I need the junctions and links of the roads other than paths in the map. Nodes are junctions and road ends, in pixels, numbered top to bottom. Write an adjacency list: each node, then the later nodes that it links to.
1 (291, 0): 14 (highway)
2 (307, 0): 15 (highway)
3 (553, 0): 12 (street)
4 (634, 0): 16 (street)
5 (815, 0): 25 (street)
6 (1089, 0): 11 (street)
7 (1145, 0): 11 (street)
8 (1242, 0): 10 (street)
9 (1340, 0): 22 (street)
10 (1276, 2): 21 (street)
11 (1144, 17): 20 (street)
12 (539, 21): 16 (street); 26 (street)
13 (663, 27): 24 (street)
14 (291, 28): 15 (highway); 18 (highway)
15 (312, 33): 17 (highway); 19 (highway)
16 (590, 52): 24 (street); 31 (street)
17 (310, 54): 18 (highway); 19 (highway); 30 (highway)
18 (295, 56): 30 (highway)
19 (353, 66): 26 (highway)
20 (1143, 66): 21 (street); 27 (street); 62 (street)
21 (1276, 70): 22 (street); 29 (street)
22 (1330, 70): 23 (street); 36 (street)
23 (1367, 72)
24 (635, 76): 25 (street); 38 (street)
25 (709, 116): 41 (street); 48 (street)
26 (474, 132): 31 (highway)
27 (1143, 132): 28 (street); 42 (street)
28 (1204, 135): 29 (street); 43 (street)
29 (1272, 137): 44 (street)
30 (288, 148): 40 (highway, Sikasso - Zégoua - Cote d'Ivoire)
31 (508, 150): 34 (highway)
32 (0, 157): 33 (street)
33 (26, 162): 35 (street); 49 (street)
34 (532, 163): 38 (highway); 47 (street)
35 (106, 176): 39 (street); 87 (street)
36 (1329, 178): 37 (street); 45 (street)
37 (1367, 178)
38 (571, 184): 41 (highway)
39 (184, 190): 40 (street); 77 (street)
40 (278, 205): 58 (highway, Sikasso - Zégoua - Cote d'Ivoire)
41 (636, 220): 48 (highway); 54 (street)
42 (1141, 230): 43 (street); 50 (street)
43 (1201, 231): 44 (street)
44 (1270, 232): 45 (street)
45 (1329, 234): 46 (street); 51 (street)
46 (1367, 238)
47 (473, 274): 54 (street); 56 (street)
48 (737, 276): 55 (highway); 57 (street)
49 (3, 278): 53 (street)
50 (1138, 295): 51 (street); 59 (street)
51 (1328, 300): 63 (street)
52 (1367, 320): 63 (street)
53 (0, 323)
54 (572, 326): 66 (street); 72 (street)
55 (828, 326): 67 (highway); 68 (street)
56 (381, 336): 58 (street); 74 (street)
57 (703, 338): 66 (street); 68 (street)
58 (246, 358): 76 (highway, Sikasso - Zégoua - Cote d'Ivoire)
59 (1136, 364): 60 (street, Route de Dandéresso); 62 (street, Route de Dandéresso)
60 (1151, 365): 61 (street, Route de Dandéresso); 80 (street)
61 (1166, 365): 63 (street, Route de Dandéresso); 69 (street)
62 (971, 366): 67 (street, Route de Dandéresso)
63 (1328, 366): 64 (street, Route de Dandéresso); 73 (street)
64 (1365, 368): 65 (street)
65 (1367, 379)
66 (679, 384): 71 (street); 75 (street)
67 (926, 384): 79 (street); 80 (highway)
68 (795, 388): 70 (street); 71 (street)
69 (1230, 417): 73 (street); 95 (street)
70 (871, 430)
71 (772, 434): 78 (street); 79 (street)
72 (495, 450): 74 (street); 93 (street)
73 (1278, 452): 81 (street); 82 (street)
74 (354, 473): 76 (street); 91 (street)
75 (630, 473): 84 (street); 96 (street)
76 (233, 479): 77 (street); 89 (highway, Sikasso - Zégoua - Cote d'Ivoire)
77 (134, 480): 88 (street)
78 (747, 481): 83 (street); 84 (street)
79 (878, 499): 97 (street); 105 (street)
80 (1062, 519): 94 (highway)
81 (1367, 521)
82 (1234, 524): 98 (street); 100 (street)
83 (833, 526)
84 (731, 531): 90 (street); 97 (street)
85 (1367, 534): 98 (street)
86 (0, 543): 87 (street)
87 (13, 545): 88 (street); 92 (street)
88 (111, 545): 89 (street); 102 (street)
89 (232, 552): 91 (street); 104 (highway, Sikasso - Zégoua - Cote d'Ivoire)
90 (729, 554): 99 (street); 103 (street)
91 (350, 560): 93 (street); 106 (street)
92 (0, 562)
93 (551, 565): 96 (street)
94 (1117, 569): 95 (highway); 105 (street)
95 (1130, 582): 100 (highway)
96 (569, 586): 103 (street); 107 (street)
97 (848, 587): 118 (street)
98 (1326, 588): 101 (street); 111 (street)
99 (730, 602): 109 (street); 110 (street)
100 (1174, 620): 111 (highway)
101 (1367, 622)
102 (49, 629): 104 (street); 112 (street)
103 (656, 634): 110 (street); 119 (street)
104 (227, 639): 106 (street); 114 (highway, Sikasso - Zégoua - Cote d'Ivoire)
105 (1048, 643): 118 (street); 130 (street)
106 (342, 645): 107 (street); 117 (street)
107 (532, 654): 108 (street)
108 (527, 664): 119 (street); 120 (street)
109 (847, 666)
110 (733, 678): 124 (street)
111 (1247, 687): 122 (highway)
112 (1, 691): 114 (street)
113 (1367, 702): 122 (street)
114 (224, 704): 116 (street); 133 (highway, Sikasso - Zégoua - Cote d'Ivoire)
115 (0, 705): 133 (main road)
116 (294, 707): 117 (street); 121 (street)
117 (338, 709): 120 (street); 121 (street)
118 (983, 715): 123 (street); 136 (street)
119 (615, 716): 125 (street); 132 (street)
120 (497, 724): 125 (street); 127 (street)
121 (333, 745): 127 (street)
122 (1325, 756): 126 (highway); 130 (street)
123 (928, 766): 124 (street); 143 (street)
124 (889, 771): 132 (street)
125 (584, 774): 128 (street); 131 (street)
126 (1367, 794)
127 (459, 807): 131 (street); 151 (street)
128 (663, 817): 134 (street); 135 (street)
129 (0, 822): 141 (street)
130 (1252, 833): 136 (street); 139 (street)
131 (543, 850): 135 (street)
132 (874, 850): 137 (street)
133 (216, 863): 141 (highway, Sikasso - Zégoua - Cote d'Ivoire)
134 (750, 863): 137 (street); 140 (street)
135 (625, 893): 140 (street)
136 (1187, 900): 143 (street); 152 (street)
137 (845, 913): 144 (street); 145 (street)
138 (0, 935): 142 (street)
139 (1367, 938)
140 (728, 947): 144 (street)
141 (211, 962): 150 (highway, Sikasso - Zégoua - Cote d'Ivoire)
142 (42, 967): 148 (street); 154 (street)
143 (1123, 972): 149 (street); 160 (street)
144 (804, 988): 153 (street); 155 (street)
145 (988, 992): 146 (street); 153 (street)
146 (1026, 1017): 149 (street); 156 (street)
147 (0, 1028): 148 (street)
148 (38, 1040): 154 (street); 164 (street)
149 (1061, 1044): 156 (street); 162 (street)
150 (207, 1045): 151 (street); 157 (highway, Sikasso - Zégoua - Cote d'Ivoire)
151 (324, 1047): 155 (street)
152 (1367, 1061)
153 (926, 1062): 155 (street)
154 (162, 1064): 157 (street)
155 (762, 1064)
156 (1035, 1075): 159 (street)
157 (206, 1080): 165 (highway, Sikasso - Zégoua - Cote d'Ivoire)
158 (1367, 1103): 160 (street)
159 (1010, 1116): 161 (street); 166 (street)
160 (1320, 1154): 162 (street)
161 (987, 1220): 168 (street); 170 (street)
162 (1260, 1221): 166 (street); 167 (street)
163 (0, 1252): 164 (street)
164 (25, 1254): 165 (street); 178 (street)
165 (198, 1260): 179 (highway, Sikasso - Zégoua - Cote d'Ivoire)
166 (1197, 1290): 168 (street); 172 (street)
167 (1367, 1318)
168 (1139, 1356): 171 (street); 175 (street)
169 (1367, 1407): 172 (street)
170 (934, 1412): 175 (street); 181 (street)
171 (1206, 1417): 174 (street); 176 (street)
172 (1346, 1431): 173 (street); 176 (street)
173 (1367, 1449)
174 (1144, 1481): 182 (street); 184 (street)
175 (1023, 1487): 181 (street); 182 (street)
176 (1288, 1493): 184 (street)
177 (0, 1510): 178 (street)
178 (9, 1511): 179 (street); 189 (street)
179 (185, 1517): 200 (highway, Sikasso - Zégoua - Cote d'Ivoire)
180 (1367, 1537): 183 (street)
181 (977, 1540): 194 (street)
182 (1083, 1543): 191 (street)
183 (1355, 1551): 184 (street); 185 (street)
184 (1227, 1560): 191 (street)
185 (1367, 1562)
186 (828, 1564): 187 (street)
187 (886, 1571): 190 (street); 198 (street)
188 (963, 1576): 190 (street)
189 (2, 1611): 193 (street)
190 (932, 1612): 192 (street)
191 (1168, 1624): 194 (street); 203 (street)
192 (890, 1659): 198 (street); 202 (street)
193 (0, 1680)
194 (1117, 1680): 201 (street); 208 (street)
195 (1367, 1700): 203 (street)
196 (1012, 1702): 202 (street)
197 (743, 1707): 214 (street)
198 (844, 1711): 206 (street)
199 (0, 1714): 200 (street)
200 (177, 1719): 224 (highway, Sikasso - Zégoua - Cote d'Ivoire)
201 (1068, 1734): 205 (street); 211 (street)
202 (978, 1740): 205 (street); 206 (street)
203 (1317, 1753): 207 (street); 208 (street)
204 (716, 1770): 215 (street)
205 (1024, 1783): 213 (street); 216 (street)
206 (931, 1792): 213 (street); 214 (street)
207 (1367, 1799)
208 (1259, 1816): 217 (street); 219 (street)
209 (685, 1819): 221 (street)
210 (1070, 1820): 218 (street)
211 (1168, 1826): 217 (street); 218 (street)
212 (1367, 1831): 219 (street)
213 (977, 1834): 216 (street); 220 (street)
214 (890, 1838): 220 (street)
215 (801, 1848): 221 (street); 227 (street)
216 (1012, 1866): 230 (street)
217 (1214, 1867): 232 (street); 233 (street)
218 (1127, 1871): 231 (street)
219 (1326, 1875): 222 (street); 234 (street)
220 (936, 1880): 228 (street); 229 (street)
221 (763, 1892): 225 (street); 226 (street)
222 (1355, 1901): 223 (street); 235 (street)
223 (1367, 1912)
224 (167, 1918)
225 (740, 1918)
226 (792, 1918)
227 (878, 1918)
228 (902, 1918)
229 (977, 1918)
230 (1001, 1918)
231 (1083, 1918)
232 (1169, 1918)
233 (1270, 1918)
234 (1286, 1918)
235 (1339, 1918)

● ● ●

*Instructions for the task*.
Set out every line from the material that contains the string "Route".

*Reply to the task*.
59 (1136, 364): 60 (street, Route de Dandéresso); 62 (street, Route de Dandéresso)
60 (1151, 365): 61 (street, Route de Dandéresso); 80 (street)
61 (1166, 365): 63 (street, Route de Dandéresso); 69 (street)
62 (971, 366): 67 (street, Route de Dandéresso)
63 (1328, 366): 64 (street, Route de Dandéresso); 73 (street)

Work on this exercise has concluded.